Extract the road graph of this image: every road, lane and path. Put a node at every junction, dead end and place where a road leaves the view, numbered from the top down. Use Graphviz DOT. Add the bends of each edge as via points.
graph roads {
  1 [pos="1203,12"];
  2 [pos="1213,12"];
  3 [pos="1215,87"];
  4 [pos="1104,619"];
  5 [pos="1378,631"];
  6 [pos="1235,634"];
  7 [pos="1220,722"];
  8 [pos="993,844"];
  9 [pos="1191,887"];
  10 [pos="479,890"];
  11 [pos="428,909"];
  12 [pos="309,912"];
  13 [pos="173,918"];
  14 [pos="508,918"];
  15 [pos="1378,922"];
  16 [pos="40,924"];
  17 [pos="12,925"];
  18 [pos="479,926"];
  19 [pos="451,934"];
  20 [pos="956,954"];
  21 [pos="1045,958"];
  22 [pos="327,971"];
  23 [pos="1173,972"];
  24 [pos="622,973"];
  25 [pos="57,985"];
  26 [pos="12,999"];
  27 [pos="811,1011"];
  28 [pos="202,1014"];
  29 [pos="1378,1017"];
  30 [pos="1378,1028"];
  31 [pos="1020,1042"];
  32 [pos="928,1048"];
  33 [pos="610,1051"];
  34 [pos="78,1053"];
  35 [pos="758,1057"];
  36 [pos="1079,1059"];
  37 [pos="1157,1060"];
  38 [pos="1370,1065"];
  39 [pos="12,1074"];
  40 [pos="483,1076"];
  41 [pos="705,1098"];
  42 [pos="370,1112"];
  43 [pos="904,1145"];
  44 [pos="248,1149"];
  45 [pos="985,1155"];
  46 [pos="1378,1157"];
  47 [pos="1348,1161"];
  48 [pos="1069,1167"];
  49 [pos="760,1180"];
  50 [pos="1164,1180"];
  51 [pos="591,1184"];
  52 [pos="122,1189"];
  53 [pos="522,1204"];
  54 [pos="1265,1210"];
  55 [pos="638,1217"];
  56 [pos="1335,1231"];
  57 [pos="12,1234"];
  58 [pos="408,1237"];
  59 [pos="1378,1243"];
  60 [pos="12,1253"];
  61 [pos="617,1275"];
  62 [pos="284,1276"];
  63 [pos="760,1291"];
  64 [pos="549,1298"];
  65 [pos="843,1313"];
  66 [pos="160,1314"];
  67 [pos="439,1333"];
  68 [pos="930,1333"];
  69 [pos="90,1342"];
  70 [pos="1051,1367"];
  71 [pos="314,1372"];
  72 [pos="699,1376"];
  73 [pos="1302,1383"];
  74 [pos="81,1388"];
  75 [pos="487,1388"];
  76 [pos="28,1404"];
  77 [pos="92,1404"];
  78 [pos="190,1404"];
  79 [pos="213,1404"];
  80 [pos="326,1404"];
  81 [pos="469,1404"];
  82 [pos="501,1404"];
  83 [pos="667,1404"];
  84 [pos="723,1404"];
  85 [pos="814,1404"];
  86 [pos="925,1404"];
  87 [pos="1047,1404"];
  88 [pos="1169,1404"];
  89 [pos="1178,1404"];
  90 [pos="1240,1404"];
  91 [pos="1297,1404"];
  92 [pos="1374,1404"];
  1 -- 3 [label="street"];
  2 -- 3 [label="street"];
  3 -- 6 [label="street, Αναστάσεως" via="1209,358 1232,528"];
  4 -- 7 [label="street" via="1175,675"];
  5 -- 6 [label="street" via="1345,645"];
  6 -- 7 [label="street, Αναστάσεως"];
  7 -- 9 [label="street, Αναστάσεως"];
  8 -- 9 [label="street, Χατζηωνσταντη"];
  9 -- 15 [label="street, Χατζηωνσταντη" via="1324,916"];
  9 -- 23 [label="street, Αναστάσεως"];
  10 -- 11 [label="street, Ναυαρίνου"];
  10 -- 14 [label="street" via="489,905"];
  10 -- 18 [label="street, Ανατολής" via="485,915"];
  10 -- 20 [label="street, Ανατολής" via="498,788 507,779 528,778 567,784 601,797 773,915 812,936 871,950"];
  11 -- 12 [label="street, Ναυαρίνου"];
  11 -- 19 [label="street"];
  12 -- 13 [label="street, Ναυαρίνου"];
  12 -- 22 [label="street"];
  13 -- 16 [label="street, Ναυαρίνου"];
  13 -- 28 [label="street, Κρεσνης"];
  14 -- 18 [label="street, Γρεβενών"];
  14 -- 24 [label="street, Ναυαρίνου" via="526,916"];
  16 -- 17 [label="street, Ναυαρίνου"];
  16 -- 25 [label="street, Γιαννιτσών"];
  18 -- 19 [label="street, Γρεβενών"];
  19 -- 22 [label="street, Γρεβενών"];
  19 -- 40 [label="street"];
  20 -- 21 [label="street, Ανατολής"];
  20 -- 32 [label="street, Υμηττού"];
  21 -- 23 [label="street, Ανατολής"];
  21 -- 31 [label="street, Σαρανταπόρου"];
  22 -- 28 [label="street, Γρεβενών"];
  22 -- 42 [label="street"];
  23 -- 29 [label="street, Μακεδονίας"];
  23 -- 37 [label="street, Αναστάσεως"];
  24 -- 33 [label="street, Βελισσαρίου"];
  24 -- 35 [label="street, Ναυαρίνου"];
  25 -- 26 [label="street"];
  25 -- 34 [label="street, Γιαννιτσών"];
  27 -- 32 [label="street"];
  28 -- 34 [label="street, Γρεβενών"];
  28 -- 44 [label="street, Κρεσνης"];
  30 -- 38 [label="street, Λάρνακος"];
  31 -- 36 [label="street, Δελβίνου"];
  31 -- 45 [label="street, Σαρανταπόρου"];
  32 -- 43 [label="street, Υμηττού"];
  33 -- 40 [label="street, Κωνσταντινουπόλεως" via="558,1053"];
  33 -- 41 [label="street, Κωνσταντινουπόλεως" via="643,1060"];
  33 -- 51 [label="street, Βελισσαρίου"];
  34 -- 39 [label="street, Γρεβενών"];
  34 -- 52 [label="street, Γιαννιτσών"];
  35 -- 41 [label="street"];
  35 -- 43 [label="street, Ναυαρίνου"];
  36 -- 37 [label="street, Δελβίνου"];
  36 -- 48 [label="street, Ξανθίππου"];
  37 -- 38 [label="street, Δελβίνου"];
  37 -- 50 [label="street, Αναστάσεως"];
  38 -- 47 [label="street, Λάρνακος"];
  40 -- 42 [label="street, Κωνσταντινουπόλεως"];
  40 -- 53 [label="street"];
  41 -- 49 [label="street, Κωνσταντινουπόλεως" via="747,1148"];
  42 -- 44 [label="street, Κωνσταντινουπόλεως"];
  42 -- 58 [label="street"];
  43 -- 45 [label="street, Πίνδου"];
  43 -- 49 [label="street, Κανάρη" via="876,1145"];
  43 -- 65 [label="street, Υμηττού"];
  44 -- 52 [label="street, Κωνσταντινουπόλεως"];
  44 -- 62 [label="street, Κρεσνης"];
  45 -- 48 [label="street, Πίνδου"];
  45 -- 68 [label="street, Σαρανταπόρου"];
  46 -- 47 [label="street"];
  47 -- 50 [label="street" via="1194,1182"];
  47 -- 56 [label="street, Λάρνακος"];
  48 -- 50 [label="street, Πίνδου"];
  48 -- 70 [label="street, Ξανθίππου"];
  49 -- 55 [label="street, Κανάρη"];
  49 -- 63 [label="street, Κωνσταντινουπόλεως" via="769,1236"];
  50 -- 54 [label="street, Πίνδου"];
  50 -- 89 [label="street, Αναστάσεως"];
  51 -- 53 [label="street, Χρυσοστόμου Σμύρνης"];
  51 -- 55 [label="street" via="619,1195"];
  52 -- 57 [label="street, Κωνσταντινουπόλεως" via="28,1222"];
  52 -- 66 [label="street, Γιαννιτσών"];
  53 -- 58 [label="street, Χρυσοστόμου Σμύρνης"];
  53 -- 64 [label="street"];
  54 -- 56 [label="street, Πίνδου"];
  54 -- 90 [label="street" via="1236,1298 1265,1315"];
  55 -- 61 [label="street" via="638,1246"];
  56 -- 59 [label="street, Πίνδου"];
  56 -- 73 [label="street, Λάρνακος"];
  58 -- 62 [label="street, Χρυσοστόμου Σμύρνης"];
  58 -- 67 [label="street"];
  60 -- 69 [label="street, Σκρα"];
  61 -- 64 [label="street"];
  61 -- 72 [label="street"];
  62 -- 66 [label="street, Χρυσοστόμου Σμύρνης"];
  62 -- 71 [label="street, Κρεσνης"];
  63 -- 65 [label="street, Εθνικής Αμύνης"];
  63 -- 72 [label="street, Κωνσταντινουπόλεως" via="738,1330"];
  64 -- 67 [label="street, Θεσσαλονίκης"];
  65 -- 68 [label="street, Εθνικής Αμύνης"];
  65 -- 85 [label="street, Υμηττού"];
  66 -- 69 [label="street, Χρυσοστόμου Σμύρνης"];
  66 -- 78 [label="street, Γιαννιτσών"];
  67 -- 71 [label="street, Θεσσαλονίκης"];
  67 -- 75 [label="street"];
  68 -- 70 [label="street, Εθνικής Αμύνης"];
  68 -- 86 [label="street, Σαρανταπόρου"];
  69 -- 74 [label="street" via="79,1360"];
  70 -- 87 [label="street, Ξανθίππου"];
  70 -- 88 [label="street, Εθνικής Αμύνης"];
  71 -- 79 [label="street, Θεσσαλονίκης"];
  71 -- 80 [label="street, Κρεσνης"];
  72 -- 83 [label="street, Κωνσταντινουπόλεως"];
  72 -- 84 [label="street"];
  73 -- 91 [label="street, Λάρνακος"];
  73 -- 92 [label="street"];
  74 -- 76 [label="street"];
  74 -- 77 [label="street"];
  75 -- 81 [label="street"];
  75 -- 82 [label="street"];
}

════════════════

#### [Task instructions]
Could you copy every line from the records that has "Ναυαρίνου" in it?

#### [Problem solution]
  10 -- 11 [label="street, Ναυαρίνου"];
  11 -- 12 [label="street, Ναυαρίνου"];
  12 -- 13 [label="street, Ναυαρίνου"];
  13 -- 16 [label="street, Ναυαρίνου"];
  14 -- 24 [label="street, Ναυαρίνου" via="526,916"];
  16 -- 17 [label="street, Ναυαρίνου"];
  24 -- 35 [label="street, Ναυαρίνου"];
  35 -- 43 [label="street, Ναυαρίνου"];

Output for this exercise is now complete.